What the task requires → Below are records; give the number of their lines that contain "highway", and only that number.

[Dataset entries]
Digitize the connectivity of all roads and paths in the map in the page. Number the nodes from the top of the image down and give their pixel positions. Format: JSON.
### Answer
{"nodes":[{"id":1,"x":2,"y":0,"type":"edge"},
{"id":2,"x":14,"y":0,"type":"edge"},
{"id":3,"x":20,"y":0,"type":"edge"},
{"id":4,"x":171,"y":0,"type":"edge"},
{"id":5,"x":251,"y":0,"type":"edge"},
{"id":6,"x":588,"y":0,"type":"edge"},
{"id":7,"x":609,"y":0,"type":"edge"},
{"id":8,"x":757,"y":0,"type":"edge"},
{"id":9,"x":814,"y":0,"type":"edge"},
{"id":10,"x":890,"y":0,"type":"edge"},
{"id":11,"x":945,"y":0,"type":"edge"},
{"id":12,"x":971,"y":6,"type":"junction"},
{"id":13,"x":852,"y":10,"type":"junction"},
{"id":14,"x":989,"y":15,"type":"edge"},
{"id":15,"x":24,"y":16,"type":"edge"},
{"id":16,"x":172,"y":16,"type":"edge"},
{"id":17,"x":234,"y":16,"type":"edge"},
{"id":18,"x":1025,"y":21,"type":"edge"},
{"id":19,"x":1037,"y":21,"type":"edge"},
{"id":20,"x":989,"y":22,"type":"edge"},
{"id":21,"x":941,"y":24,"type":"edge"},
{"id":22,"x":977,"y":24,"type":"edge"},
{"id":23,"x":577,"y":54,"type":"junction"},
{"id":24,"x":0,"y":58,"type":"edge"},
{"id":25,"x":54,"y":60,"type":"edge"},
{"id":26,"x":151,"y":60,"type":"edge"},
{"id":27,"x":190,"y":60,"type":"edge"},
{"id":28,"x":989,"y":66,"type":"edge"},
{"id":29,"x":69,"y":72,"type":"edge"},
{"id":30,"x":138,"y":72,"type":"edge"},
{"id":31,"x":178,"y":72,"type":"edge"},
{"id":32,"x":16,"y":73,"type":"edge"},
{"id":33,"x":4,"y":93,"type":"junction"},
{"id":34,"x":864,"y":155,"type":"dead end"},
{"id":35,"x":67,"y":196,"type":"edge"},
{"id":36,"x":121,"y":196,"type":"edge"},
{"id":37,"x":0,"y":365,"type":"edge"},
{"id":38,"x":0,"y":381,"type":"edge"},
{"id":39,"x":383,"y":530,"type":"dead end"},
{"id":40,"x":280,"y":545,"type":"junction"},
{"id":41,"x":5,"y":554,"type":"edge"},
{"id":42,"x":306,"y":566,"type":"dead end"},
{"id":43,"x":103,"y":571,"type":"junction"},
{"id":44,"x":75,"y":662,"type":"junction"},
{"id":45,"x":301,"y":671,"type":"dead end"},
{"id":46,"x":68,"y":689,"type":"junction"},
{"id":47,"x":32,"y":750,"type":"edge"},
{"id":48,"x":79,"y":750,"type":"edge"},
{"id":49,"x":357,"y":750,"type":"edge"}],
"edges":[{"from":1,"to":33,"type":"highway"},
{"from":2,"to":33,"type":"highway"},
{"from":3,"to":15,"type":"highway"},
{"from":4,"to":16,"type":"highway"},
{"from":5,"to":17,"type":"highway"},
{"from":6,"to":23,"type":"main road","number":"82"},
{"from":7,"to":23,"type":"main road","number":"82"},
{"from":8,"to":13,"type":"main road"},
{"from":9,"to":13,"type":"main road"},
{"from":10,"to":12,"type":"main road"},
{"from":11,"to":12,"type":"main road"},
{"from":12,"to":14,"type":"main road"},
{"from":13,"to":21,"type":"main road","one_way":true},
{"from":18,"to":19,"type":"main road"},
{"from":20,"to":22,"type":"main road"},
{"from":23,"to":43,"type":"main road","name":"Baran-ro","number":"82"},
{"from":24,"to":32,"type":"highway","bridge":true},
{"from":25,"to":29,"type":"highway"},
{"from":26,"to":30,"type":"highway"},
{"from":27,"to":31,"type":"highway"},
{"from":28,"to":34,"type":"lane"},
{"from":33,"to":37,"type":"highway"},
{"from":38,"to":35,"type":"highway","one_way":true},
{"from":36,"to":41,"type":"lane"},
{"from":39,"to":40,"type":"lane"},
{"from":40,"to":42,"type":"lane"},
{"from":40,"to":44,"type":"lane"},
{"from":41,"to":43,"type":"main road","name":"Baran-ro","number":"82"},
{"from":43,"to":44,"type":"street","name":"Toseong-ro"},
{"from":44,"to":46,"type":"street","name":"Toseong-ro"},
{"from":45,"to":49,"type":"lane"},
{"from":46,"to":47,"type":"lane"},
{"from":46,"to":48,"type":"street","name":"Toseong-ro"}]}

Task answer → 11